● Collected data
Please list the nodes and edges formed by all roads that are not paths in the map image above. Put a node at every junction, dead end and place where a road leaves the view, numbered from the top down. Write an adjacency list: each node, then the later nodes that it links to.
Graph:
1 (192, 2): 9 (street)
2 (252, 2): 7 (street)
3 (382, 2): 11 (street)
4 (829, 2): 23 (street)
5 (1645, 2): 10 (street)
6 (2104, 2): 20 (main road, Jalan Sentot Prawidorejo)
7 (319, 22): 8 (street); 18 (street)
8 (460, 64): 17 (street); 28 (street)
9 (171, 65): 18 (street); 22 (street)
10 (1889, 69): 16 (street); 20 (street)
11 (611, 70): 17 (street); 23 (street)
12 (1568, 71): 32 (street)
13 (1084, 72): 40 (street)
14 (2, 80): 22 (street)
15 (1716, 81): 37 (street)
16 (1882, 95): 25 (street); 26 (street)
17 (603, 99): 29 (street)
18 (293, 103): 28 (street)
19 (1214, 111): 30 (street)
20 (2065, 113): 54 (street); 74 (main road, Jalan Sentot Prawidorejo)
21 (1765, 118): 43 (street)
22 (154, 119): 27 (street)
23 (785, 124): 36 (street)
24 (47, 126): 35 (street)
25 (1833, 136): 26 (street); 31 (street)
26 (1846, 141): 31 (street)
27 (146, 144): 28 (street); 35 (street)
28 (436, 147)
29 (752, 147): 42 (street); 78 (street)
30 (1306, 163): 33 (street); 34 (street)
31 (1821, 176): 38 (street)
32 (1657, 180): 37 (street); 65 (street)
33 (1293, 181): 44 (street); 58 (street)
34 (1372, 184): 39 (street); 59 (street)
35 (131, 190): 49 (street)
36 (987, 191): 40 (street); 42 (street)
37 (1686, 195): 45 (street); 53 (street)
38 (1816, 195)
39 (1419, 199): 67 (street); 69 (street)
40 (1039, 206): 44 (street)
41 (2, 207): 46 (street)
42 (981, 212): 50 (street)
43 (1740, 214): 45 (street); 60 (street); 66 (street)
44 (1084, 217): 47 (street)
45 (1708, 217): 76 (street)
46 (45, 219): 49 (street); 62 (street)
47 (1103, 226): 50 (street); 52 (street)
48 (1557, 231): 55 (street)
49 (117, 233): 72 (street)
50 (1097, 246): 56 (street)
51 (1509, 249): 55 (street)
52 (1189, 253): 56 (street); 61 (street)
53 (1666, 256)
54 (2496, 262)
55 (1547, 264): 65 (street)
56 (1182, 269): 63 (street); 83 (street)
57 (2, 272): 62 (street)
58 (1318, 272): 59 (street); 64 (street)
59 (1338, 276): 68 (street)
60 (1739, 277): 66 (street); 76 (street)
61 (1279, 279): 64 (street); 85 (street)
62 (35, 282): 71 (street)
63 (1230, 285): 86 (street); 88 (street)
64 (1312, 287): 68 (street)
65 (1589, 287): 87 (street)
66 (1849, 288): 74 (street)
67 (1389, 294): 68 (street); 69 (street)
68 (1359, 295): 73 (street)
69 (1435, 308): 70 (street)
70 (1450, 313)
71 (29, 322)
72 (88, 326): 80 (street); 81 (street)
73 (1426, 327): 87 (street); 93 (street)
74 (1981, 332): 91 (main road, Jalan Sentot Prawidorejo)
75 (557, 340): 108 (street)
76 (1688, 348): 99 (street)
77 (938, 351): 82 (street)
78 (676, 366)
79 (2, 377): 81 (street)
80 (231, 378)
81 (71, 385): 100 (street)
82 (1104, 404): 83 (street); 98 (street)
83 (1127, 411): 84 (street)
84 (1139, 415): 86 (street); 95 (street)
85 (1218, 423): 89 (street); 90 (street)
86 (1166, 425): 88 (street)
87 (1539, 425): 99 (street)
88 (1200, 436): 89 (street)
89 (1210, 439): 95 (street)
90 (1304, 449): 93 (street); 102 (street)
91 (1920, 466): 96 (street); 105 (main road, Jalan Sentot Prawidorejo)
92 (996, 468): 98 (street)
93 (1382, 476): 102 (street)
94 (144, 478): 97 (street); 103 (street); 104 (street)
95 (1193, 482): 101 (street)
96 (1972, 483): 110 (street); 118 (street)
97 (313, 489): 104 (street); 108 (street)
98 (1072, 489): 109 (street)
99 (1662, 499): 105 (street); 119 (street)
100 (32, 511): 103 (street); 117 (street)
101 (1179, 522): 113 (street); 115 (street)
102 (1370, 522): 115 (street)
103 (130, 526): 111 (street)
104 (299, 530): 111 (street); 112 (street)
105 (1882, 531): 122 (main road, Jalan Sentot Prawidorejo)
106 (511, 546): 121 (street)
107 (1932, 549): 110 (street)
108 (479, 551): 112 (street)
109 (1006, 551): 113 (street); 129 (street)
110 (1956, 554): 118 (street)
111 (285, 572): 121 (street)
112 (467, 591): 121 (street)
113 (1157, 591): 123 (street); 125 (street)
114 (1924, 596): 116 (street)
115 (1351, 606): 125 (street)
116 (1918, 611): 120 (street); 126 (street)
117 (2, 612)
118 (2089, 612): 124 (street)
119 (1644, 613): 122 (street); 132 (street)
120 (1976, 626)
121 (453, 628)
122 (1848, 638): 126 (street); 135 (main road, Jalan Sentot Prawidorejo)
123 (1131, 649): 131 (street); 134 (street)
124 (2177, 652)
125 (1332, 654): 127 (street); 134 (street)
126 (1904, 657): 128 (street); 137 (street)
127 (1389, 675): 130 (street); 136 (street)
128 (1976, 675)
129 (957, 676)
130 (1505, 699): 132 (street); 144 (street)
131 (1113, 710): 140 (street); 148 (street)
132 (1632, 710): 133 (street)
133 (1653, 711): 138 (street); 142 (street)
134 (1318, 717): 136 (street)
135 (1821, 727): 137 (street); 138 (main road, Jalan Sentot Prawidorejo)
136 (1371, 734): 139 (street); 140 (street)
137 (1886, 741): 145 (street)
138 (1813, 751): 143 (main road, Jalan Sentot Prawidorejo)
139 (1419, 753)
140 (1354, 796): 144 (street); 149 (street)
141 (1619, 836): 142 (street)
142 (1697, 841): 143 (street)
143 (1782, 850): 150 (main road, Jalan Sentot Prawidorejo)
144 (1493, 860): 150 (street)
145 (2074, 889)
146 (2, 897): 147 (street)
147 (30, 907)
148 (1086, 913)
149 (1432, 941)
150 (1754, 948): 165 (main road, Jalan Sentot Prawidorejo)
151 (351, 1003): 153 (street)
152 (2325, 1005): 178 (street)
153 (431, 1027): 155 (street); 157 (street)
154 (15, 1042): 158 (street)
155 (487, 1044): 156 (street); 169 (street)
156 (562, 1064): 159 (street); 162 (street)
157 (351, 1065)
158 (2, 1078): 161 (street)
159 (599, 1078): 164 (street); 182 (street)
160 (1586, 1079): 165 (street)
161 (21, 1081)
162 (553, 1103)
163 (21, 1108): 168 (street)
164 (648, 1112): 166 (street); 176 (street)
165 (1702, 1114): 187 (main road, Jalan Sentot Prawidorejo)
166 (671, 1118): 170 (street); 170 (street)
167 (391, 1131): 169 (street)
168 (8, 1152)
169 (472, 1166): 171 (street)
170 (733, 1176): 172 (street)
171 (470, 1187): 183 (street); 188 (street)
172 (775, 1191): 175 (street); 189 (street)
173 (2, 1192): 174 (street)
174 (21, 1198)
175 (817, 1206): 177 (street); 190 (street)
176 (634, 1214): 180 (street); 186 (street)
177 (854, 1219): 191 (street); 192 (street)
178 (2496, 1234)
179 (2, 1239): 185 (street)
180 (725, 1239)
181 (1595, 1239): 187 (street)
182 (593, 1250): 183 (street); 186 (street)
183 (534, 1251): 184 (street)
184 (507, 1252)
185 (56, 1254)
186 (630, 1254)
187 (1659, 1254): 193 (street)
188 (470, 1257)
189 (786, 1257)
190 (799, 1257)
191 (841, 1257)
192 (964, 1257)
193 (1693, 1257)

● PROBLEM TO SOLVE
From the records above, copy every line that includes the word "Jalan".

● OUTPUT BELOW
6 (2104, 2): 20 (main road, Jalan Sentot Prawidorejo)
20 (2065, 113): 54 (street); 74 (main road, Jalan Sentot Prawidorejo)
74 (1981, 332): 91 (main road, Jalan Sentot Prawidorejo)
91 (1920, 466): 96 (street); 105 (main road, Jalan Sentot Prawidorejo)
105 (1882, 531): 122 (main road, Jalan Sentot Prawidorejo)
122 (1848, 638): 126 (street); 135 (main road, Jalan Sentot Prawidorejo)
135 (1821, 727): 137 (street); 138 (main road, Jalan Sentot Prawidorejo)
138 (1813, 751): 143 (main road, Jalan Sentot Prawidorejo)
143 (1782, 850): 150 (main road, Jalan Sentot Prawidorejo)
150 (1754, 948): 165 (main road, Jalan Sentot Prawidorejo)
165 (1702, 1114): 187 (main road, Jalan Sentot Prawidorejo)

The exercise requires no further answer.